There is notable absence of particularity to these grounds and, as drafted, they are incapable of establishing House error. Although this must be a real review, it is not the Court’s task to rummage through the trial record and reasons looking for error. Rather, the expectation is that an appellant will identify with some precision the manner in which the primary judge is said to have fallen into error and the record is examined through the prism of the challenge raised against the outcome. To proceed otherwise would be unfair to the respondent and feasibly deny the Court an opportunity to receive considered argument on the point. The grounds of appeal contained in the withdrawn Amended Notice of Appeal, provide the type of particularity which is required. Having had the benefit of that document, the husband can have been in no doubt, that for his challenges to be made good, he would need to provide some specificity in his grounds of appeal.

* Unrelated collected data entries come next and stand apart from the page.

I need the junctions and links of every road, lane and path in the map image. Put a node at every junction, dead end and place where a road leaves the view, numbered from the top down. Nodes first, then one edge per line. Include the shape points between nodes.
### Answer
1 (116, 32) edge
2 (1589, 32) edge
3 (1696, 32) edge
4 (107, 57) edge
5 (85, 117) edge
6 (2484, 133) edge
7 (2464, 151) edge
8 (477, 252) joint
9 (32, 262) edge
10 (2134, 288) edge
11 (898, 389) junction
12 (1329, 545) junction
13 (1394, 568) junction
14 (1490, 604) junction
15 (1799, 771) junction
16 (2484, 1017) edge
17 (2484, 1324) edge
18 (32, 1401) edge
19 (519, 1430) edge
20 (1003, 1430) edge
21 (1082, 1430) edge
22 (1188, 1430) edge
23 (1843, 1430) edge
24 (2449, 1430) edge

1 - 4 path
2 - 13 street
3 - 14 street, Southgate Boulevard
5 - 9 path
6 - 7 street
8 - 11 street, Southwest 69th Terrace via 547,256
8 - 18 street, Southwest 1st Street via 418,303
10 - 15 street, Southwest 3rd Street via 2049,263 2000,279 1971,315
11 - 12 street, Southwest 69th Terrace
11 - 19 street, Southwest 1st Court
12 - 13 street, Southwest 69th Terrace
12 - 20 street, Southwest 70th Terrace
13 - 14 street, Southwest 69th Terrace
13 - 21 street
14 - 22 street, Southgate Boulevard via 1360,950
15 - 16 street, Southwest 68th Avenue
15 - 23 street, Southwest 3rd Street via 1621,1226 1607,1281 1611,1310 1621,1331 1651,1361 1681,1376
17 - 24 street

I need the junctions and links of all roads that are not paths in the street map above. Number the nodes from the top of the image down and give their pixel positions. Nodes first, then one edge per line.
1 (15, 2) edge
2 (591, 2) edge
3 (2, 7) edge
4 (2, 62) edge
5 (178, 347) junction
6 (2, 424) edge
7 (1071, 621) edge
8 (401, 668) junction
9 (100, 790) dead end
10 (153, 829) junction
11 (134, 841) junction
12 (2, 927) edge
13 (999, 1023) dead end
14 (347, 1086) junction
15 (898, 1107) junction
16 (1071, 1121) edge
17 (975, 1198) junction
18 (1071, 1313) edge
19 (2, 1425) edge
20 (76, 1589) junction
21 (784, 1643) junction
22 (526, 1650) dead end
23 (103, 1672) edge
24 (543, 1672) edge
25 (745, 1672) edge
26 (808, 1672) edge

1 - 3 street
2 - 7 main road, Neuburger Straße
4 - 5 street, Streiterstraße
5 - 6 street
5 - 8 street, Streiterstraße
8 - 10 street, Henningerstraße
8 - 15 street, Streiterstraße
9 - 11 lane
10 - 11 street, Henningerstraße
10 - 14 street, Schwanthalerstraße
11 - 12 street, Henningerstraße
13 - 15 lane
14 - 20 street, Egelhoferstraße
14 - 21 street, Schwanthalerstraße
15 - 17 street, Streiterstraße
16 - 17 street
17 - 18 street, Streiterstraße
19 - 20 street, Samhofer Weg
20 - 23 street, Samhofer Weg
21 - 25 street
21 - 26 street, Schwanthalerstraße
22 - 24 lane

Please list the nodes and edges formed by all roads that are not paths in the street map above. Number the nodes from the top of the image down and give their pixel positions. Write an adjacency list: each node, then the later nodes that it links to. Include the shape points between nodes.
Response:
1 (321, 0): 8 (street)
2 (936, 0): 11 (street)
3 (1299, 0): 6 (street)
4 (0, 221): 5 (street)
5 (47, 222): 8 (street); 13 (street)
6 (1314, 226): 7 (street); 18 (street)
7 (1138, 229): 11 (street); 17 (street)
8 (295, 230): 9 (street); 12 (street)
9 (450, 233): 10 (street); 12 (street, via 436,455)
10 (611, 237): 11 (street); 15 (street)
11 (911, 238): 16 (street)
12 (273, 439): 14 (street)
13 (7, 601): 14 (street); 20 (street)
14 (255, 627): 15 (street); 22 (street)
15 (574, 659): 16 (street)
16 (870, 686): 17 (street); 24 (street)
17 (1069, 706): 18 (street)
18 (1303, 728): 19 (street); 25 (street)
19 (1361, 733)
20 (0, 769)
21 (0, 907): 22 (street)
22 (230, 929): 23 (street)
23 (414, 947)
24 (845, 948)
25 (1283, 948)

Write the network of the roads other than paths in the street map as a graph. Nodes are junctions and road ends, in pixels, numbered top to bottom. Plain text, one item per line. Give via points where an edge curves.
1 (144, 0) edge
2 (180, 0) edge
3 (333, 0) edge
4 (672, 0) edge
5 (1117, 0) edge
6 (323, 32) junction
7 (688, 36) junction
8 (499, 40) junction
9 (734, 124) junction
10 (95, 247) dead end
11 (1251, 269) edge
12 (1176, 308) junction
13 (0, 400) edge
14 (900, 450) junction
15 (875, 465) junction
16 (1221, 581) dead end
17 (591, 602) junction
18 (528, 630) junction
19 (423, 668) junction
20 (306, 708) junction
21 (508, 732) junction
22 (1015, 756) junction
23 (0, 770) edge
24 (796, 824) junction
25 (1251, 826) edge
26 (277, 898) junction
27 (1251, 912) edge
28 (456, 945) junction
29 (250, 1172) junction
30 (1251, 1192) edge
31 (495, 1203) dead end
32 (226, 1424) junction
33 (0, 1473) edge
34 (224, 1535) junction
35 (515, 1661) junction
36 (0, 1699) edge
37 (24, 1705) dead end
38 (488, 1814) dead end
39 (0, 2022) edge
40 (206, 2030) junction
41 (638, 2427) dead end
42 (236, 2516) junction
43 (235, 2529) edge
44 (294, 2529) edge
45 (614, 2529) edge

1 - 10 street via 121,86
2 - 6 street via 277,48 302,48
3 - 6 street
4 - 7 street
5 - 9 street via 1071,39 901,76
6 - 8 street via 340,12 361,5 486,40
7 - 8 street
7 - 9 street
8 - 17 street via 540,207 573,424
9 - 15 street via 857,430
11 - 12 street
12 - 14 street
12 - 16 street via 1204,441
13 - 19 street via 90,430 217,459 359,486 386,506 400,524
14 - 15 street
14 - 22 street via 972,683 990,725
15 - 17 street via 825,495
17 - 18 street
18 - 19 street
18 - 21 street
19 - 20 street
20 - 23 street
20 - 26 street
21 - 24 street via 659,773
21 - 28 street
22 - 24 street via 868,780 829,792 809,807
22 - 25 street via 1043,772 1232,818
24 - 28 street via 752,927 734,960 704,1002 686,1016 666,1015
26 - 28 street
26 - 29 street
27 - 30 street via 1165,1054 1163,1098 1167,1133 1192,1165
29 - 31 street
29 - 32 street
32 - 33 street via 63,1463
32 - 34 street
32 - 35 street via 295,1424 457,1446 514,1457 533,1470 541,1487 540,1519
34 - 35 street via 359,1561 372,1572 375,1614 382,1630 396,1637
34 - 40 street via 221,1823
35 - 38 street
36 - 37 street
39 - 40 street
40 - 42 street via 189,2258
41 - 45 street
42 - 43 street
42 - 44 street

The husband withdrew the summary of argument filed on his behalf and he did not file another. Although the husband could properly have been denied the opportunity to make submissions in the appeal other than in reply to the wife’s summary of argument, he was permitted to make oral submissions in support of his Notice of Appeal. Thus the husband made submissions in support of Grounds 4, 5 and 7. As nothing was said in support of the remaining grounds, they need not be considered further. However, it is appropriate to recall that the husband was represented by counsel at trial. Counsel did not raise concerns with his Honour about the trial process, or say anything which suggested he thought the trial was procedurally unfair or there was a want of natural justice. An examination of the trial record amply demonstrates this was a fair trial that proceeded in an entirely conventional fashion.
Case management orders
The husband complains that his Honour departed from the trial directions. This is a reference to directions made on 6 November 2019, which relevantly required that voluminous bank statements be proved using a summary identifying the documents, relevant transactions and comply with s 50 of the Evidence Act 1995 (Cth) (“Evidence Act”). By reference to Orders 3 and 7 of the same directions, those bank statements and the s 50 Evidence Act summary were to be served well in advance of the trial. Neither party complied with these directions and his Honour refused to receive the underlying documents. However, the possibility that the documents could be used in cross-examination and subsequently tendered was left open. Counsel for the wife availed himself of that opportunity.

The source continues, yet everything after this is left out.